Arthritis of the joints affects the lives of millions of people and living with joint pain can decrease the quality of your day-to-day life. According to the Arthritis Foundation, about 27 million people in the United States have osteoarthritis, which is the most common of the three types of arthritis.
What is osteoarthritis?
Osteoarthritis is a degenerative condition of the joints, which is also known as “wear and tear” arthritis. Healthy joints move easily without pain because of smooth, firm tissue called cartilage, which covers your joints. With osteoarthritis, the cartilage breaks down and becomes frayed, rough or even worn away—often causing pain, stiffness and swelling. It can affect any joint in the body, but it’s most often found in the knee or hip.
What are some signs and symptoms of osteoarthritis?
Symptoms range from mild irritation to debilitating pain. Pain is often worse in the morning and may improve during the day. Changes in weather may affect your pain level. Osteoarthritis can cause swelling, stiffness or loss of motion, buckling and weakness. Rough cartilage may also cause sticking, popping or catching of the joint.
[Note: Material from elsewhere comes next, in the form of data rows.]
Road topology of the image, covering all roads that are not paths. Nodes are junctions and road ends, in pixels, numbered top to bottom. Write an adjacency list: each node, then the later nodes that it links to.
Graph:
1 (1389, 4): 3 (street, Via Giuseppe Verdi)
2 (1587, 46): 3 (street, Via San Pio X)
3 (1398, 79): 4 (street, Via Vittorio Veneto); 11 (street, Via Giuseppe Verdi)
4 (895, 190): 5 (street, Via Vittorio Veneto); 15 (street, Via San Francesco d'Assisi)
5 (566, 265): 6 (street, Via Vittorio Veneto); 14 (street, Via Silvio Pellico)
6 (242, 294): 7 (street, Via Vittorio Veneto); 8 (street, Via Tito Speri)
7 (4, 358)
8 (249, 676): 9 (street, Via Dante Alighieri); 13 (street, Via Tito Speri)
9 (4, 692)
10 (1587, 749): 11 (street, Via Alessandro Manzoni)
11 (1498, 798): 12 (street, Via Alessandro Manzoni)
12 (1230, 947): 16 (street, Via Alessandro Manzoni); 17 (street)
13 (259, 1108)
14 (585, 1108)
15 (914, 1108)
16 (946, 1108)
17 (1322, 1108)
When should I see my doctor?
If you have joint pain that’s not responding to over-the-counter pain relievers or lasts more than a few days, you should contact your doctor. He or she can properly diagnose osteoarthritis or determine if there’s a different cause of your joint pain.
What can I do to ease everyday pain?
Try resting and using heat for pain or ice for swelling. Stretching or light exercise can be helpful. Over-the-counter pain medications such as anti-inflammatories or acetaminophen (Tylenol) help many arthritis sufferers.